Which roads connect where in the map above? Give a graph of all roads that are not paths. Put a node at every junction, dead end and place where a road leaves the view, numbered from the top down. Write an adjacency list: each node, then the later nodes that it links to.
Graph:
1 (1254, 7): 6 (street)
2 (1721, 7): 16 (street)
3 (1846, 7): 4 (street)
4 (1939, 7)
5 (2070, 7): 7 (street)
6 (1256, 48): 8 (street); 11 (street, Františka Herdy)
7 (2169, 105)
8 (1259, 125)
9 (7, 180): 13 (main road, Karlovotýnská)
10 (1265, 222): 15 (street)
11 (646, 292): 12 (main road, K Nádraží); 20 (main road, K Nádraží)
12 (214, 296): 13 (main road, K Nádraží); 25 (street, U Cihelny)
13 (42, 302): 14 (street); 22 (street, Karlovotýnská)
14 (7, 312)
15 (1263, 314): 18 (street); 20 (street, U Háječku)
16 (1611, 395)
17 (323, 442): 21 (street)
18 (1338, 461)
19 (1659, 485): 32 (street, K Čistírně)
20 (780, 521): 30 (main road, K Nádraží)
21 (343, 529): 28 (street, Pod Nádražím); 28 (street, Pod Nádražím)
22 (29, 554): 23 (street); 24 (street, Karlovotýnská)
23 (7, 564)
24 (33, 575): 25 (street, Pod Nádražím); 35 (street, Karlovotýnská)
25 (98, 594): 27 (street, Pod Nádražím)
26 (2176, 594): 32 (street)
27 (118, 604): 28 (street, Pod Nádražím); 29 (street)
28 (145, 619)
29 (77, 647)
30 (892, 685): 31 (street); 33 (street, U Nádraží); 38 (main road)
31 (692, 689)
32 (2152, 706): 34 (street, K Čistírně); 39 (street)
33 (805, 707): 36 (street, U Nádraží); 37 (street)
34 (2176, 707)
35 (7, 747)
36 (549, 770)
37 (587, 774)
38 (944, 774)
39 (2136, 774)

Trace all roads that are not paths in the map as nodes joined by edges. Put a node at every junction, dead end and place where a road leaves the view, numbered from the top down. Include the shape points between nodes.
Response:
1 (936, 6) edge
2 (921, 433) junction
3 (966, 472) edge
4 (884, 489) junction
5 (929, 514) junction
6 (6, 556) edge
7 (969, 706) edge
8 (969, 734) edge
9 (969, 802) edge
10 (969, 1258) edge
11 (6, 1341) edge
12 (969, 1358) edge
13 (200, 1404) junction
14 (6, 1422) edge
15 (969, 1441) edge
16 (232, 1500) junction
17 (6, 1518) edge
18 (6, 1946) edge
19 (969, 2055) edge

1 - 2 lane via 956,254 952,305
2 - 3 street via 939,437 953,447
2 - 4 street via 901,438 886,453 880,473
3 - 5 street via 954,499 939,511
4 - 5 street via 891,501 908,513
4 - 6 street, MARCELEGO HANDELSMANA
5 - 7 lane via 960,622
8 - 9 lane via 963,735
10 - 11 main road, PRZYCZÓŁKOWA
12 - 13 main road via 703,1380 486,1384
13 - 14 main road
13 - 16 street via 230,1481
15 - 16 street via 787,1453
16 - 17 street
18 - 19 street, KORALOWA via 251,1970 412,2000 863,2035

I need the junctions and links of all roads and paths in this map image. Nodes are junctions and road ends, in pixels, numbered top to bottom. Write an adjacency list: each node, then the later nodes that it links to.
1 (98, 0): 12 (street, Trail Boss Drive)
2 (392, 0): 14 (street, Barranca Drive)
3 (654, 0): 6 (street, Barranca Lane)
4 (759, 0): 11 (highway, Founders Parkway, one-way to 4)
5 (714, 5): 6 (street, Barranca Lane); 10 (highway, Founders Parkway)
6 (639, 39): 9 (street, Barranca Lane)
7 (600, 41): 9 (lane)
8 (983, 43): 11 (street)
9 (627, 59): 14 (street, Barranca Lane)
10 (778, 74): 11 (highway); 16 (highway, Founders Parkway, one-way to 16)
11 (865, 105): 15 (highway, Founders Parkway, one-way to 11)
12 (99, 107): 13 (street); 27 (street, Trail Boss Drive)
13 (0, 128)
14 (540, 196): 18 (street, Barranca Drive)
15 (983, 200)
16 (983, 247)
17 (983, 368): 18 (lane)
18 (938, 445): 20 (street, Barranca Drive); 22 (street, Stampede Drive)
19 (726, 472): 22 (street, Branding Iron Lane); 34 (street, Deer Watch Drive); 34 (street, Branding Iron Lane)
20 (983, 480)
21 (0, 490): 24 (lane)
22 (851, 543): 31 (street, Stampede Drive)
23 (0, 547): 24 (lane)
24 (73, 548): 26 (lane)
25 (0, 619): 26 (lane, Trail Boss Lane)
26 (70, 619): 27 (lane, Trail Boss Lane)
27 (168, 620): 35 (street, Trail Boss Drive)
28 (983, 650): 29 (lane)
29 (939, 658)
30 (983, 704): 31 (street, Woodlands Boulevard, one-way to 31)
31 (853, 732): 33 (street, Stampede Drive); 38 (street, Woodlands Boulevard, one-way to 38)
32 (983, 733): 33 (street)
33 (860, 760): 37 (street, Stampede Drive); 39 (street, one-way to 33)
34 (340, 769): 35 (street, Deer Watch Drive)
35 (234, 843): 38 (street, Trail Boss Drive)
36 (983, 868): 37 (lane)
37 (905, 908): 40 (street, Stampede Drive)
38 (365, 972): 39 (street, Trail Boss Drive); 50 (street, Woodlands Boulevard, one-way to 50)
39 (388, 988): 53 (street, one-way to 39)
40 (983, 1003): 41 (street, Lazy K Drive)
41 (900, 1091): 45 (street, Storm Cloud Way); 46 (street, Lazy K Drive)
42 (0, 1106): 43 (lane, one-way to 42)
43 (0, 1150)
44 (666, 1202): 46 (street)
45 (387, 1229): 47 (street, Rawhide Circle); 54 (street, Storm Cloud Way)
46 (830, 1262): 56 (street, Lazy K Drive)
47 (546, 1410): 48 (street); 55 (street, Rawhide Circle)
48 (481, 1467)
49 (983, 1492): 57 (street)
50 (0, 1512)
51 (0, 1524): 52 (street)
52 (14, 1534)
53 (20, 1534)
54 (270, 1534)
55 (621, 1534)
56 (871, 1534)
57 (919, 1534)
◇ ◇ ◇ ◇
→ **To do**
Scan the lines above, and whenever one holds the string "numbered", copy it.

→ **Your solution**
Which roads connect where in the map above? Give a graph of all roads that are not paths. Put a node at every junction, dead end and place where a road leaves the view, numbered from the top down. Write an adjacency list: each node, then the later nodes that it links to.
Trace all roads that are not paths in the map as nodes joined by edges. Put a node at every junction, dead end and place where a road leaves the view, numbered from the top down. Include the shape points between nodes.
I need the junctions and links of all roads and paths in this map image. Nodes are junctions and road ends, in pixels, numbered top to bottom. Write an adjacency list: each node, then the later nodes that it links to.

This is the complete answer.